## RECORDS FOR THE TASK:
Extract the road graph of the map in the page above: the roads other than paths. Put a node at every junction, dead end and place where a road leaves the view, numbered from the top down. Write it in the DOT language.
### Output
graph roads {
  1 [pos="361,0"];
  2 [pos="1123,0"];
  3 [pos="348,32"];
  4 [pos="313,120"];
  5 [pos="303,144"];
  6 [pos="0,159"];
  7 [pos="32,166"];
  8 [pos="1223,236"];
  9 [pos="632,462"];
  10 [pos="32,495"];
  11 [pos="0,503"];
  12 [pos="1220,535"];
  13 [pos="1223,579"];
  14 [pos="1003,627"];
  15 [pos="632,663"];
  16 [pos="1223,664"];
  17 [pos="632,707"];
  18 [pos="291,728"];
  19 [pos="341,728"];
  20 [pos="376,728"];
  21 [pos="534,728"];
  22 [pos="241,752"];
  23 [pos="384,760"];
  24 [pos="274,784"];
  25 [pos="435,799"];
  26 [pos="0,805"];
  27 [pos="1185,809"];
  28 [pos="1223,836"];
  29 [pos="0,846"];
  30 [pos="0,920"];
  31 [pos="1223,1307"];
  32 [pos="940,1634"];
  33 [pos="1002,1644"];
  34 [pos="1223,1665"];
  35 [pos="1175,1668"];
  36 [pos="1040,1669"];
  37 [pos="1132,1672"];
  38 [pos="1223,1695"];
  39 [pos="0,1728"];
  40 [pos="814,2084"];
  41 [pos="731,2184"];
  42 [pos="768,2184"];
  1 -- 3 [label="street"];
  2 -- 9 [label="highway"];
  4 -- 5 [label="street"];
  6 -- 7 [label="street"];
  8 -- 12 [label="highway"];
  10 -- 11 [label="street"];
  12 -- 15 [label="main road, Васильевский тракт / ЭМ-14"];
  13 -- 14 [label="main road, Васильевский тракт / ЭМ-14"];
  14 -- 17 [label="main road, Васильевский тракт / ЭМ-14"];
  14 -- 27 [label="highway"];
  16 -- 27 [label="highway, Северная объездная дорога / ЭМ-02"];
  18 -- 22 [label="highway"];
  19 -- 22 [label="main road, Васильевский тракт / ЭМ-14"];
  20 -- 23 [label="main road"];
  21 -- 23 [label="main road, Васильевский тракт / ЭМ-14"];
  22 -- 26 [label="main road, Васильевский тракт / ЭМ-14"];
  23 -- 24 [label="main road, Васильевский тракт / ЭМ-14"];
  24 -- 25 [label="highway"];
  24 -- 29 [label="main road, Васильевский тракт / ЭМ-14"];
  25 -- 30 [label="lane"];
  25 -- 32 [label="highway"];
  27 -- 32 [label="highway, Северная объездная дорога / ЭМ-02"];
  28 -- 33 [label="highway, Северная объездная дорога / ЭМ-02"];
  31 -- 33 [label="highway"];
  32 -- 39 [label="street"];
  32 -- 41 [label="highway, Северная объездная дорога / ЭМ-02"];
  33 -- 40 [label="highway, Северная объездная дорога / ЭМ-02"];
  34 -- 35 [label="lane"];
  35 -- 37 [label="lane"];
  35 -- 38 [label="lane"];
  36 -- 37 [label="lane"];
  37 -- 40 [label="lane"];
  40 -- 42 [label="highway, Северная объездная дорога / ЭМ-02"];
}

## EXERCISE GOAL:
Top to bottom, transcribe every line above exactly.

## RESPONSE FOR THIS EXERCISE:
Extract the road graph of the map in the page above: the roads other than paths. Put a node at every junction, dead end and place where a road leaves the view, numbered from the top down. Write it in the DOT language.
### Output
graph roads {
  1 [pos="361,0"];
  2 [pos="1123,0"];
  3 [pos="348,32"];
  4 [pos="313,120"];
  5 [pos="303,144"];
  6 [pos="0,159"];
  7 [pos="32,166"];
  8 [pos="1223,236"];
  9 [pos="632,462"];
  10 [pos="32,495"];
  11 [pos="0,503"];
  12 [pos="1220,535"];
  13 [pos="1223,579"];
  14 [pos="1003,627"];
  15 [pos="632,663"];
  16 [pos="1223,664"];
  17 [pos="632,707"];
  18 [pos="291,728"];
  19 [pos="341,728"];
  20 [pos="376,728"];
  21 [pos="534,728"];
  22 [pos="241,752"];
  23 [pos="384,760"];
  24 [pos="274,784"];
  25 [pos="435,799"];
  26 [pos="0,805"];
  27 [pos="1185,809"];
  28 [pos="1223,836"];
  29 [pos="0,846"];
  30 [pos="0,920"];
  31 [pos="1223,1307"];
  32 [pos="940,1634"];
  33 [pos="1002,1644"];
  34 [pos="1223,1665"];
  35 [pos="1175,1668"];
  36 [pos="1040,1669"];
  37 [pos="1132,1672"];
  38 [pos="1223,1695"];
  39 [pos="0,1728"];
  40 [pos="814,2084"];
  41 [pos="731,2184"];
  42 [pos="768,2184"];
  1 -- 3 [label="street"];
  2 -- 9 [label="highway"];
  4 -- 5 [label="street"];
  6 -- 7 [label="street"];
  8 -- 12 [label="highway"];
  10 -- 11 [label="street"];
  12 -- 15 [label="main road, Васильевский тракт / ЭМ-14"];
  13 -- 14 [label="main road, Васильевский тракт / ЭМ-14"];
  14 -- 17 [label="main road, Васильевский тракт / ЭМ-14"];
  14 -- 27 [label="highway"];
  16 -- 27 [label="highway, Северная объездная дорога / ЭМ-02"];
  18 -- 22 [label="highway"];
  19 -- 22 [label="main road, Васильевский тракт / ЭМ-14"];
  20 -- 23 [label="main road"];
  21 -- 23 [label="main road, Васильевский тракт / ЭМ-14"];
  22 -- 26 [label="main road, Васильевский тракт / ЭМ-14"];
  23 -- 24 [label="main road, Васильевский тракт / ЭМ-14"];
  24 -- 25 [label="highway"];
  24 -- 29 [label="main road, Васильевский тракт / ЭМ-14"];
  25 -- 30 [label="lane"];
  25 -- 32 [label="highway"];
  27 -- 32 [label="highway, Северная объездная дорога / ЭМ-02"];
  28 -- 33 [label="highway, Северная объездная дорога / ЭМ-02"];
  31 -- 33 [label="highway"];
  32 -- 39 [label="street"];
  32 -- 41 [label="highway, Северная объездная дорога / ЭМ-02"];
  33 -- 40 [label="highway, Северная объездная дорога / ЭМ-02"];
  34 -- 35 [label="lane"];
  35 -- 37 [label="lane"];
  35 -- 38 [label="lane"];
  36 -- 37 [label="lane"];
  37 -- 40 [label="lane"];
  40 -- 42 [label="highway, Северная объездная дорога / ЭМ-02"];
}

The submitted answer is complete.